* WHAT IS NEEDED
Please write out the whole listing that follows exactly; the pictures stay out.

#### INPUT FOR THIS TASK

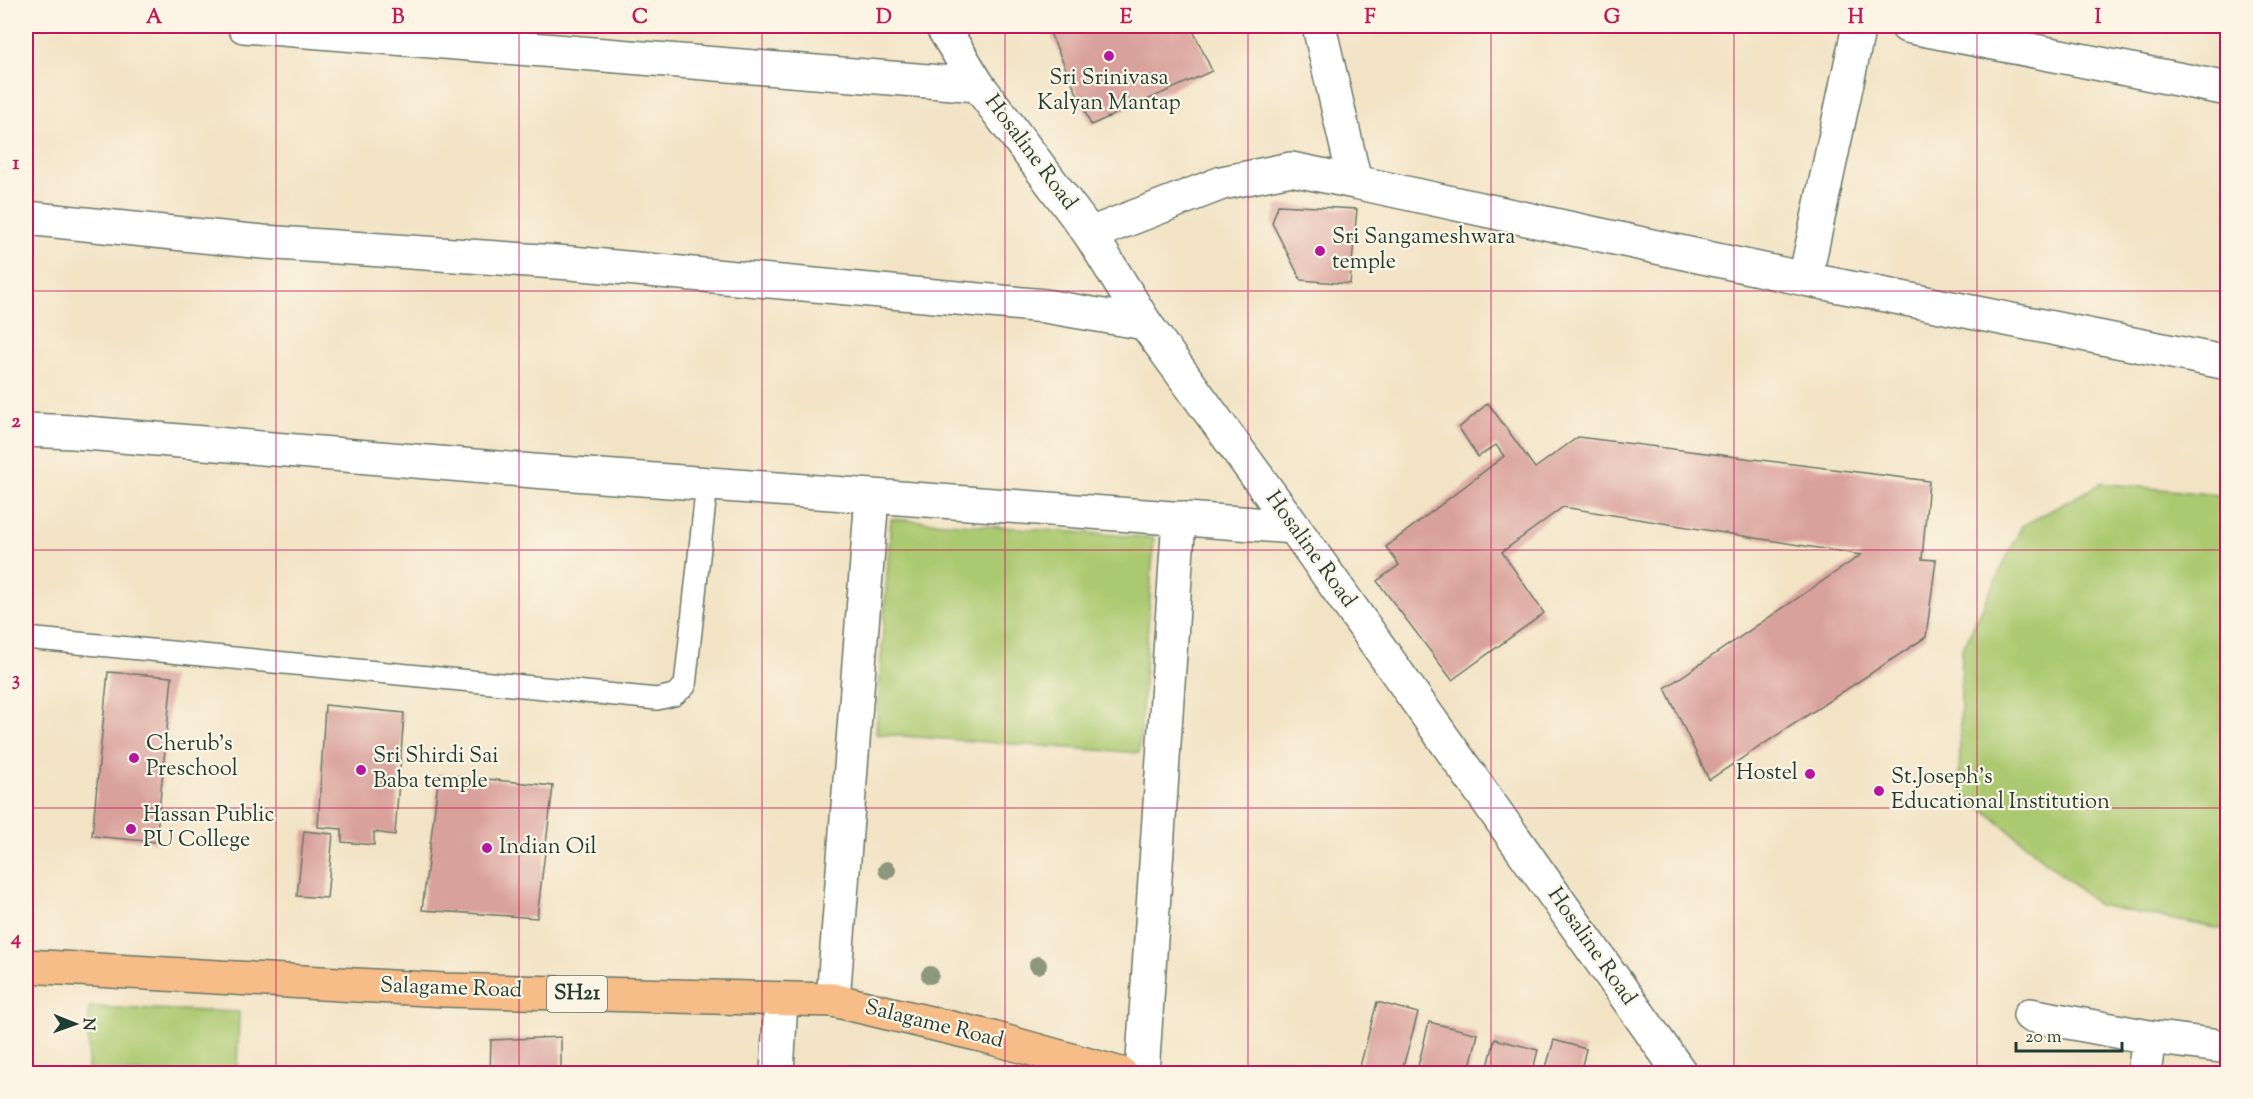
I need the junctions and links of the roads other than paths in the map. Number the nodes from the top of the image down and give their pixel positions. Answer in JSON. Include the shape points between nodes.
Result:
{"nodes":[{"id":1,"x":244,"y":26,"type":"edge"},
{"id":2,"x":942,"y":26,"type":"edge"},
{"id":3,"x":1319,"y":26,"type":"edge"},
{"id":4,"x":1859,"y":26,"type":"edge"},
{"id":5,"x":1907,"y":26,"type":"edge"},
{"id":6,"x":978,"y":85,"type":"junction"},
{"id":7,"x":2228,"y":89,"type":"edge"},
{"id":8,"x":1355,"y":182,"type":"junction"},
{"id":9,"x":26,"y":218,"type":"edge"},
{"id":10,"x":1090,"y":234,"type":"junction"},
{"id":11,"x":1805,"y":279,"type":"junction"},
{"id":12,"x":1144,"y":323,"type":"junction"},
{"id":13,"x":2228,"y":363,"type":"edge"},
{"id":14,"x":26,"y":430,"type":"edge"},
{"id":15,"x":707,"y":483,"type":"junction"},
{"id":16,"x":872,"y":496,"type":"junction"},
{"id":17,"x":1179,"y":518,"type":"junction"},
{"id":18,"x":1294,"y":527,"type":"junction"},
{"id":19,"x":26,"y":638,"type":"edge"},
{"id":20,"x":26,"y":966,"type":"edge"},
{"id":21,"x":781,"y":999,"type":"junction"},
{"id":22,"x":833,"y":1000,"type":"junction"},
{"id":23,"x":2031,"y":1015,"type":"dead end"},
{"id":24,"x":2149,"y":1037,"type":"junction"},
{"id":25,"x":2228,"y":1047,"type":"edge"},
{"id":26,"x":777,"y":1074,"type":"edge"},
{"id":27,"x":1120,"y":1074,"type":"edge"},
{"id":28,"x":1142,"y":1074,"type":"edge"},
{"id":29,"x":1681,"y":1074,"type":"edge"},
{"id":30,"x":2144,"y":1074,"type":"edge"}],
"edges":[{"from":1,"to":6,"type":"street"},
{"from":2,"to":6,"type":"street","name":"Hosaline Road"},
{"from":3,"to":8,"type":"street"},
{"from":4,"to":11,"type":"street"},
{"from":5,"to":7,"type":"street"},
{"from":6,"to":10,"type":"street","name":"Hosaline Road"},
{"from":8,"to":10,"type":"street","via":[[1291,170],[1222,183]]},
{"from":8,"to":11,"type":"street"},
{"from":9,"to":12,"type":"street","via":[[263,242],[570,263],[1045,306]]},
{"from":10,"to":12,"type":"street","name":"Hosaline Road"},
{"from":11,"to":13,"type":"street"},
{"from":12,"to":18,"type":"street","name":"Hosaline Road"},
{"from":14,"to":15,"type":"street"},
{"from":15,"to":16,"type":"street"},
{"from":15,"to":19,"type":"lane","via":[[685,686],[674,695],[657,699]]},
{"from":16,"to":17,"type":"street"},
{"from":16,"to":22,"type":"street"},
{"from":17,"to":18,"type":"street"},
{"from":17,"to":28,"type":"street"},
{"from":18,"to":29,"type":"street","name":"Hosaline Road"},
{"from":20,"to":21,"type":"main road","name":"Salagame Road","number":"SH21","via":[[444,990]]},
{"from":21,"to":22,"type":"main road","name":"Salagame Road","number":"SH21"},
{"from":21,"to":26,"type":"street"},
{"from":22,"to":27,"type":"main road","name":"Salagame Road","number":"SH21","via":[[989,1037]]},
{"from":23,"to":24,"type":"street"},
{"from":24,"to":25,"type":"street"},
{"from":24,"to":30,"type":"street"}]}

########

* RESPONSE TO THE TASK
I need the junctions and links of the roads other than paths in the map. Number the nodes from the top of the image down and give their pixel positions. Answer in JSON. Include the shape points between nodes.
Result:
{"nodes":[{"id":1,"x":244,"y":26,"type":"edge"},
{"id":2,"x":942,"y":26,"type":"edge"},
{"id":3,"x":1319,"y":26,"type":"edge"},
{"id":4,"x":1859,"y":26,"type":"edge"},
{"id":5,"x":1907,"y":26,"type":"edge"},
{"id":6,"x":978,"y":85,"type":"junction"},
{"id":7,"x":2228,"y":89,"type":"edge"},
{"id":8,"x":1355,"y":182,"type":"junction"},
{"id":9,"x":26,"y":218,"type":"edge"},
{"id":10,"x":1090,"y":234,"type":"junction"},
{"id":11,"x":1805,"y":279,"type":"junction"},
{"id":12,"x":1144,"y":323,"type":"junction"},
{"id":13,"x":2228,"y":363,"type":"edge"},
{"id":14,"x":26,"y":430,"type":"edge"},
{"id":15,"x":707,"y":483,"type":"junction"},
{"id":16,"x":872,"y":496,"type":"junction"},
{"id":17,"x":1179,"y":518,"type":"junction"},
{"id":18,"x":1294,"y":527,"type":"junction"},
{"id":19,"x":26,"y":638,"type":"edge"},
{"id":20,"x":26,"y":966,"type":"edge"},
{"id":21,"x":781,"y":999,"type":"junction"},
{"id":22,"x":833,"y":1000,"type":"junction"},
{"id":23,"x":2031,"y":1015,"type":"dead end"},
{"id":24,"x":2149,"y":1037,"type":"junction"},
{"id":25,"x":2228,"y":1047,"type":"edge"},
{"id":26,"x":777,"y":1074,"type":"edge"},
{"id":27,"x":1120,"y":1074,"type":"edge"},
{"id":28,"x":1142,"y":1074,"type":"edge"},
{"id":29,"x":1681,"y":1074,"type":"edge"},
{"id":30,"x":2144,"y":1074,"type":"edge"}],
"edges":[{"from":1,"to":6,"type":"street"},
{"from":2,"to":6,"type":"street","name":"Hosaline Road"},
{"from":3,"to":8,"type":"street"},
{"from":4,"to":11,"type":"street"},
{"from":5,"to":7,"type":"street"},
{"from":6,"to":10,"type":"street","name":"Hosaline Road"},
{"from":8,"to":10,"type":"street","via":[[1291,170],[1222,183]]},
{"from":8,"to":11,"type":"street"},
{"from":9,"to":12,"type":"street","via":[[263,242],[570,263],[1045,306]]},
{"from":10,"to":12,"type":"street","name":"Hosaline Road"},
{"from":11,"to":13,"type":"street"},
{"from":12,"to":18,"type":"street","name":"Hosaline Road"},
{"from":14,"to":15,"type":"street"},
{"from":15,"to":16,"type":"street"},
{"from":15,"to":19,"type":"lane","via":[[685,686],[674,695],[657,699]]},
{"from":16,"to":17,"type":"street"},
{"from":16,"to":22,"type":"street"},
{"from":17,"to":18,"type":"street"},
{"from":17,"to":28,"type":"street"},
{"from":18,"to":29,"type":"street","name":"Hosaline Road"},
{"from":20,"to":21,"type":"main road","name":"Salagame Road","number":"SH21","via":[[444,990]]},
{"from":21,"to":22,"type":"main road","name":"Salagame Road","number":"SH21"},
{"from":21,"to":26,"type":"street"},
{"from":22,"to":27,"type":"main road","name":"Salagame Road","number":"SH21","via":[[989,1037]]},
{"from":23,"to":24,"type":"street"},
{"from":24,"to":25,"type":"street"},
{"from":24,"to":30,"type":"street"}]}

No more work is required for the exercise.